Flow chart. Abbreviations: NSCLC, non-small cell lung cancer; EGFR, epidermal growth factor receptor; E, erlotinib; GC, gemcitabine/carboplatin; PR, partial response; SD, stable disease; PD, progressive disease; NA, not available; PORT: postoperative radiotherapy; Nad,neoadjuvant; MT, mutant type; WT, wild type

Patient eligibility

Patients with newly diagnosed resectable stage IIIA-N2 NSCLC and confirmed by mediastinoscopy or EBUS (i.e., clinical T1-3 N2) were enrolled. All patients were evaluated in a multidisciplinary tumor board discussion. The diagnosis had to be histologically or cytologically confirmed with sufficient tissue samples to perform gene analysis. Candidates, having ECOG performance status of 0–1, adequate hematological and hepatic-renal functions, and qualified lung function, were required to tolerate neoadjuvant therapy and a lobectomy and radical lymph node dissection. No pregnant or breast feeding patients were included. In addition, patients with a small cell lung cancer component, any unstable systemic disease, or exposure to investigational drug therapy or other concurrent anticancer therapies outside of this trial were excluded.

Efficacy assessment

Tumor specimens and imaging data were reviewed and analyzed by the Guangdong Lung Cancer Institute. The CT or FDG-PET/CT scans were performed after study treatments were compared with baseline scans. Radiological tumor response after neoadjuvant therapy was assessed according to the Response Evaluation Criteria in Solid Tumors measurement criteria, version 1.1.

Molecular analyses

DNA was extracted from formalin-fixed paraffin-embedded (FFPE) samples or frozen resection samples with macroscopically viable tumor tissue. Mutation testing was performed at the certified laboratory of Guangdong Lung Cancer Institute. EGFR and KRAS mutations in the initial biopsy, postoperative material, and recurrent tumor tissue were determined by Sanger sequencing, and EGFR mutations in plasma were tested using ARMS according to the protocol of the DxS EGFR mutation test kit (DxS). EML4-ALK translocation was analyzed by FISH using Vysis ALK Break Apart FISH Probe Kit according to the manufacturer’s instruction. In addition, the deletion polymorphism of the Bcl-2-interacting mediator of cell death (BIM) gene in intron 2 was retrospectively examined by Sanger sequencing to validate its predictive role for TKI efficacy. IHC was conducted to detect the protein expressions of mutant EGFR and downstream molecules using rabbit mAbs from Cell Signaling Technology according to the protocols recommended by the manufacturer [31, 32].

Statistical analysis

Power analysis of one proportion non-inferiority was applied to provide 95 % power to declare the treatment sufficiently active for a response rate ≥42.5 % (the average of 50 % of TKI in EGFR mutant lung cancer and 35 % of GC regimen in neoadjuvant setting) in the biomarker-guided neoadjuvant treatment strategy and 11 % for the history reference of neoadjuvant TKI therapy [13, 19]. A sample size of 22 achieves 96 % power to detect a difference of −0.01 using a one-sided binomial test. The target significance level is 0.05. The actual significance level achieved is 0.0344. These results assume a baseline proportion of 0.12 and that the actual proportion is 0.417 [33].
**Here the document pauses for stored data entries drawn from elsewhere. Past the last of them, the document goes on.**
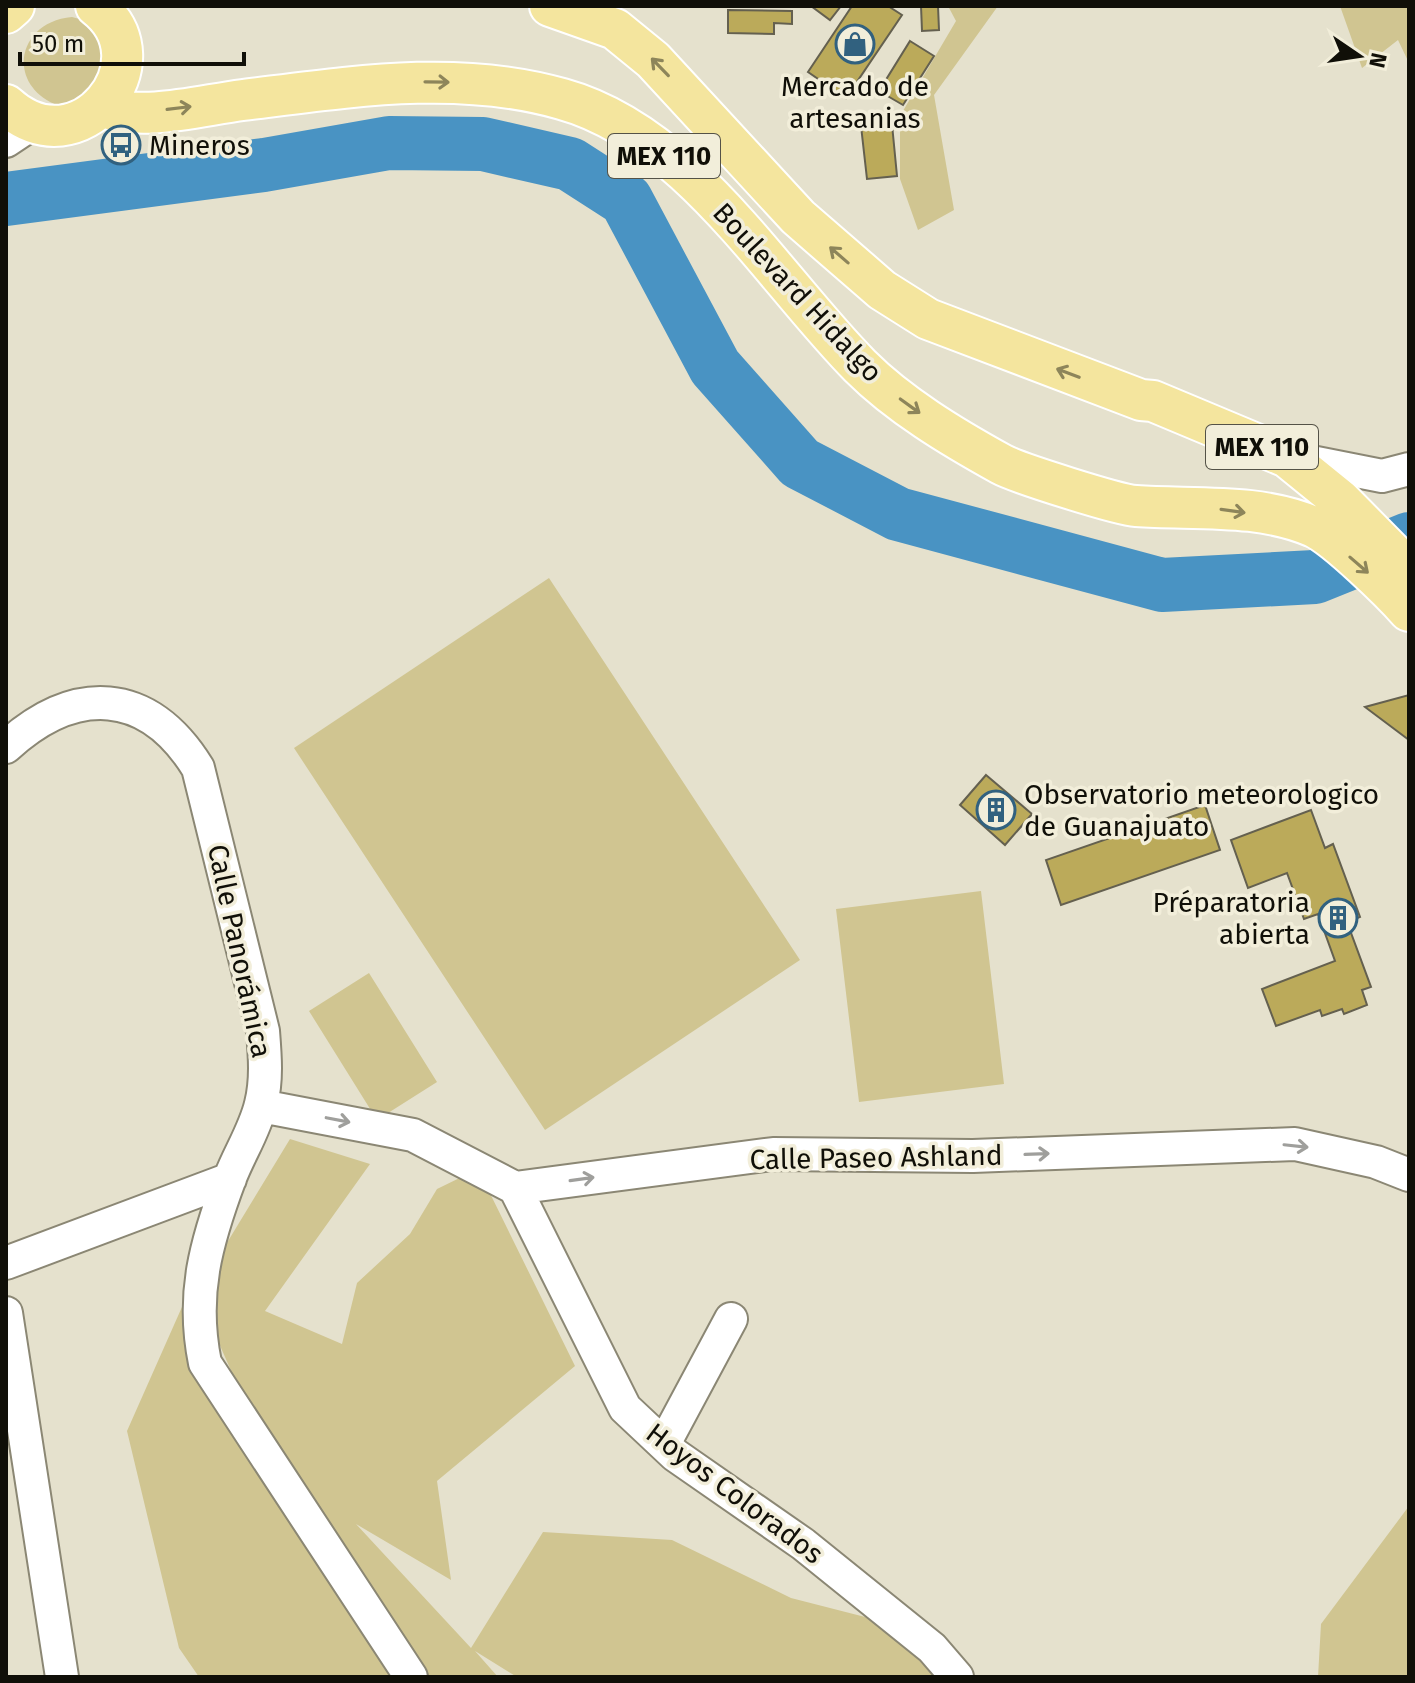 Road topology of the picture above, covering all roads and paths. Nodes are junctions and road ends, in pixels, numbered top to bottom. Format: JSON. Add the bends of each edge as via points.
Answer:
{"nodes":[{"id":1,"x":14,"y":6,"type":"edge"},
{"id":2,"x":96,"y":6,"type":"edge"},
{"id":3,"x":550,"y":6,"type":"edge"},
{"id":4,"x":6,"y":13,"type":"edge"},
{"id":5,"x":102,"y":107,"type":"junction"},
{"id":6,"x":14,"y":120,"type":"edge"},
{"id":7,"x":1287,"y":457,"type":"junction"},
{"id":8,"x":1409,"y":469,"type":"edge"},
{"id":9,"x":1329,"y":514,"type":"junction"},
{"id":10,"x":1406,"y":594,"type":"edge"},
{"id":11,"x":6,"y":747,"type":"edge"},
{"id":12,"x":261,"y":1106,"type":"junction"},
{"id":13,"x":1409,"y":1175,"type":"edge"},
{"id":14,"x":230,"y":1179,"type":"junction"},
{"id":15,"x":515,"y":1188,"type":"junction"},
{"id":16,"x":6,"y":1263,"type":"edge"},
{"id":17,"x":6,"y":1313,"type":"edge"},
{"id":18,"x":731,"y":1319,"type":"dead end"},
{"id":19,"x":664,"y":1444,"type":"junction"},
{"id":20,"x":62,"y":1677,"type":"edge"},
{"id":21,"x":411,"y":1677,"type":"edge"},
{"id":22,"x":957,"y":1677,"type":"edge"}],
"edges":[{"from":1,"to":4,"type":"main road"},
{"from":2,"to":5,"type":"main road","via":[[112,23],[122,57],[113,92]]},
{"from":7,"to":3,"type":"main road","name":"Boulevard Hidalgo","number":"MEX 110","one_way":true,"via":[[928,319],[882,290],[798,217],[653,60],[615,29]]},
{"from":5,"to":6,"type":"main road","via":[[70,125]]},
{"from":5,"to":9,"type":"main road","name":"Boulevard Hidalgo","number":"MEX 110","one_way":true,"via":[[144,113],[426,82],[473,83],[565,100],[606,117],[691,177],[863,369],[912,409],[1005,466],[1141,507],[1290,518]]},
{"from":7,"to":8,"type":"street","via":[[1382,476]]},
{"from":7,"to":9,"type":"main road","number":"MEX 110"},
{"from":9,"to":10,"type":"main road","number":"MEX 110"},
{"from":11,"to":12,"type":"street","name":"Calle Panorámica","via":[[28,727],[90,704],[140,709],[181,741],[198,768],[263,1031]]},
{"from":12,"to":14,"type":"street","name":"Calle Panorámica"},
{"from":12,"to":15,"type":"street","one_way":true,"via":[[413,1135]]},
{"from":15,"to":13,"type":"street","name":"Calle Paseo Ashland","one_way":true,"via":[[773,1154],[973,1156],[1295,1144]]},
{"from":14,"to":16,"type":"street"},
{"from":14,"to":21,"type":"street","name":"Calle Panorámica","via":[[197,1293],[205,1363]]},
{"from":15,"to":19,"type":"street","name":"Hoyos Colorados","via":[[625,1408]]},
{"from":17,"to":20,"type":"street"},
{"from":18,"to":19,"type":"street"},
{"from":19,"to":22,"type":"street","name":"Hoyos Colorados","via":[[803,1544],[932,1648]]}]} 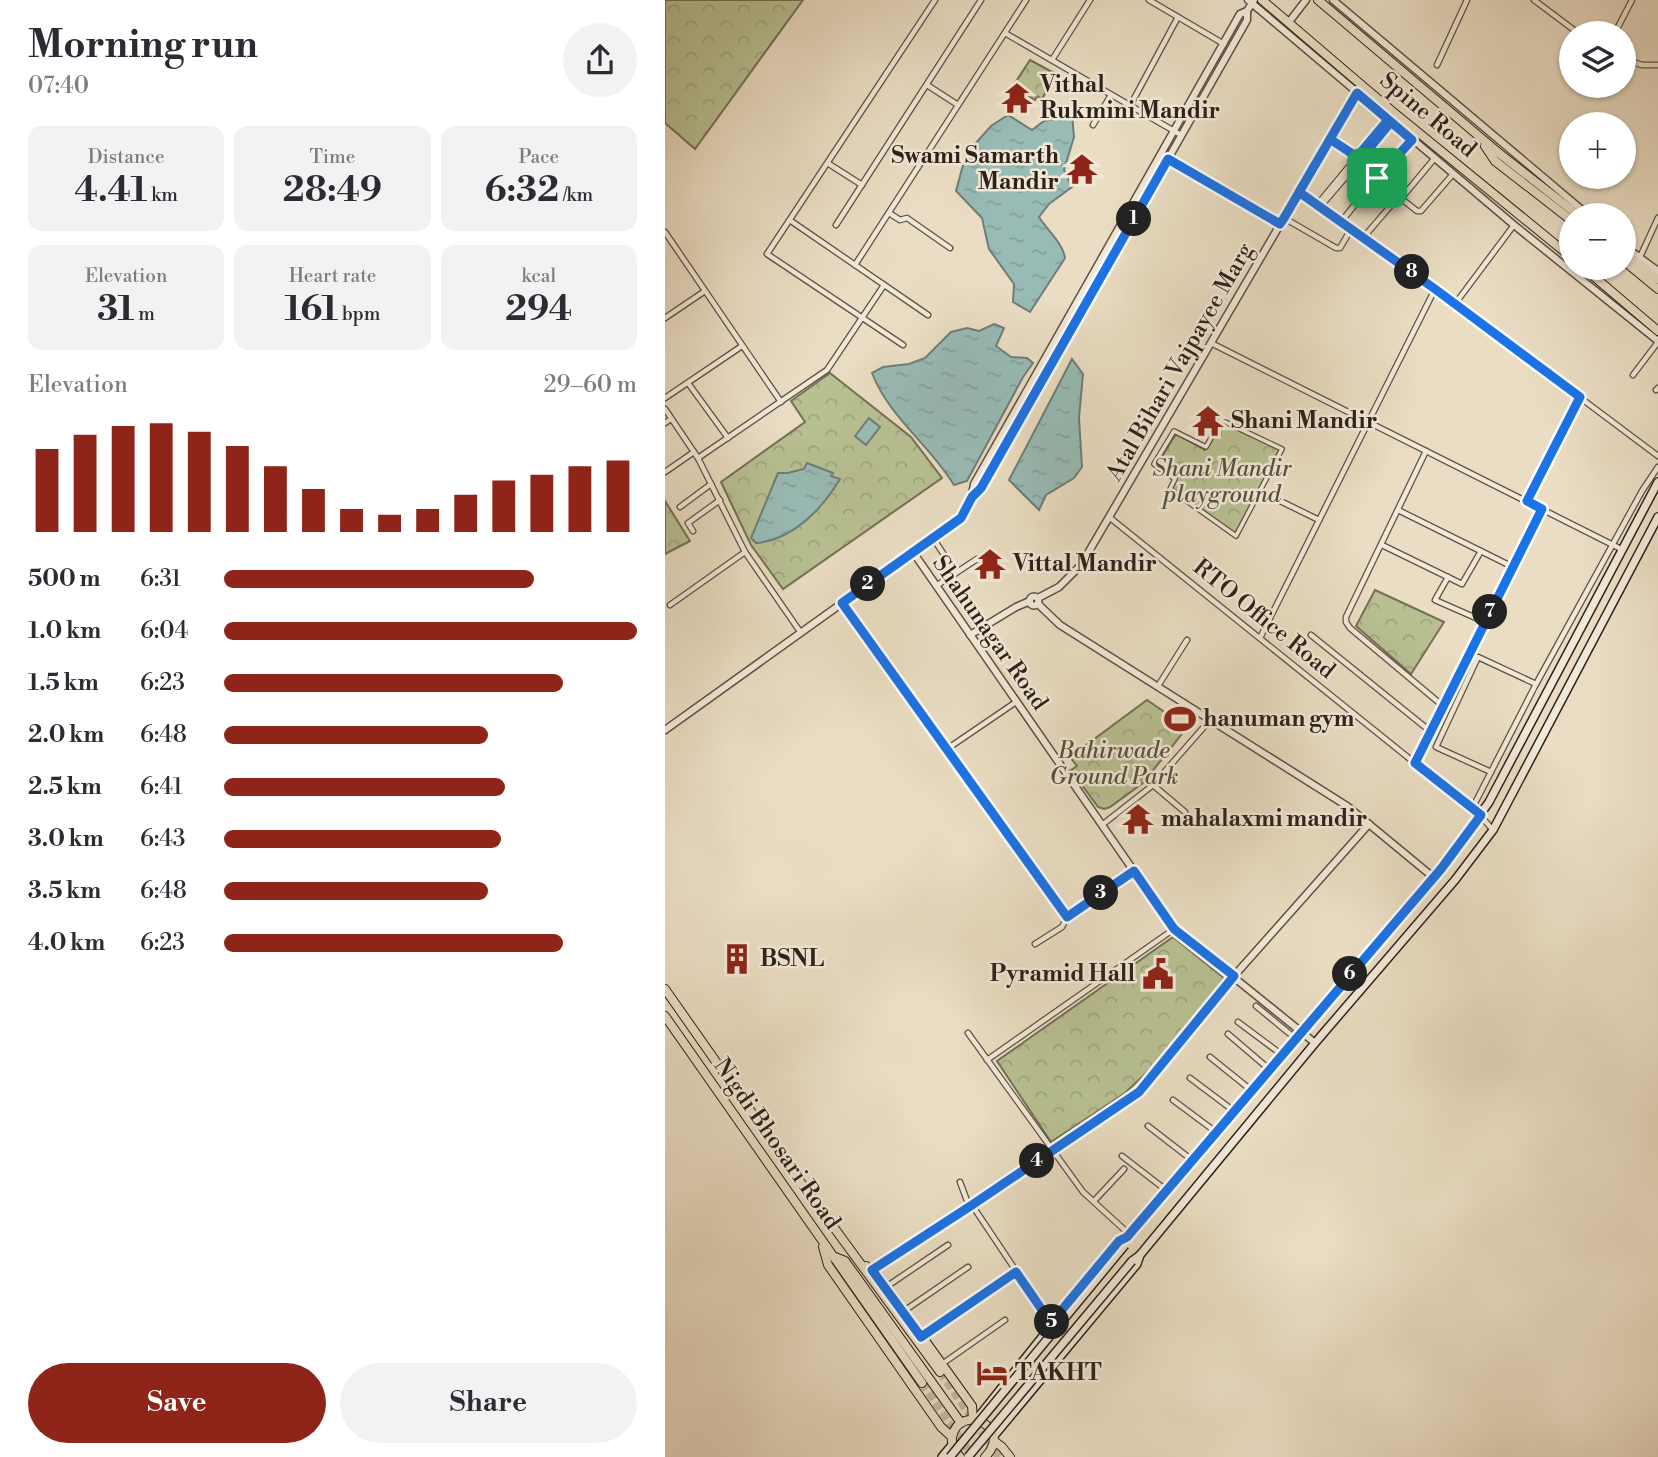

Response rates were analyzed by use of the Fisher’s Exact Test. Survival was estimated with Kaplan-Meier methodology and was summarized as a median value with range and a two-sided 95 % CI. A Cox proportional hazards model was utilized to estimate hazard ratios (HR) and 95 % CI. SPSS version 21 was used for statistical analyses. All analyses were exploratory only.